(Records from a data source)
# # #

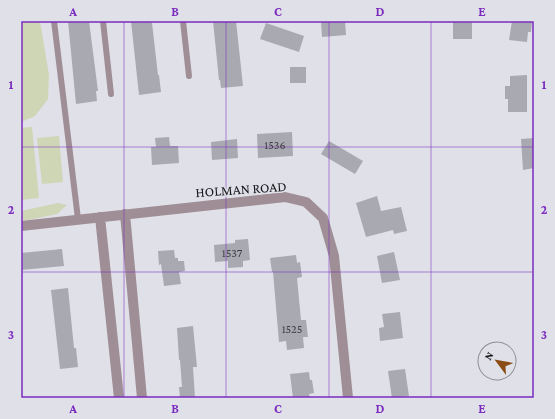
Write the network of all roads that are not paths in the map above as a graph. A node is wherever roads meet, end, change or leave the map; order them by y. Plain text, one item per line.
1 (54, 21) edge
2 (103, 21) edge
3 (183, 21) edge
4 (189, 76) dead end
5 (111, 94) dead end
6 (125, 214) junction
7 (100, 217) junction
8 (78, 219) junction
9 (21, 226) edge
10 (119, 398) edge
11 (142, 398) edge
12 (348, 398) edge

1 - 8 lane
2 - 5 lane
3 - 4 lane
6 - 7 street, HOLMAN ROAD
6 - 11 street
6 - 12 street, HOLMAN ROAD
7 - 8 street, HOLMAN ROAD
7 - 10 street
8 - 9 street, HOLMAN ROAD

# # #

▶ _WORK TO COMPLETE_: Could you output all the entries above exactly as written, leaving out the pictures?

▶ _RESULT FOR THIS TASK_:
Write the network of all roads that are not paths in the map above as a graph. A node is wherever roads meet, end, change or leave the map; order them by y. Plain text, one item per line.
1 (54, 21) edge
2 (103, 21) edge
3 (183, 21) edge
4 (189, 76) dead end
5 (111, 94) dead end
6 (125, 214) junction
7 (100, 217) junction
8 (78, 219) junction
9 (21, 226) edge
10 (119, 398) edge
11 (142, 398) edge
12 (348, 398) edge

1 - 8 lane
2 - 5 lane
3 - 4 lane
6 - 7 street, HOLMAN ROAD
6 - 11 street
6 - 12 street, HOLMAN ROAD
7 - 8 street, HOLMAN ROAD
7 - 10 street
8 - 9 street, HOLMAN ROAD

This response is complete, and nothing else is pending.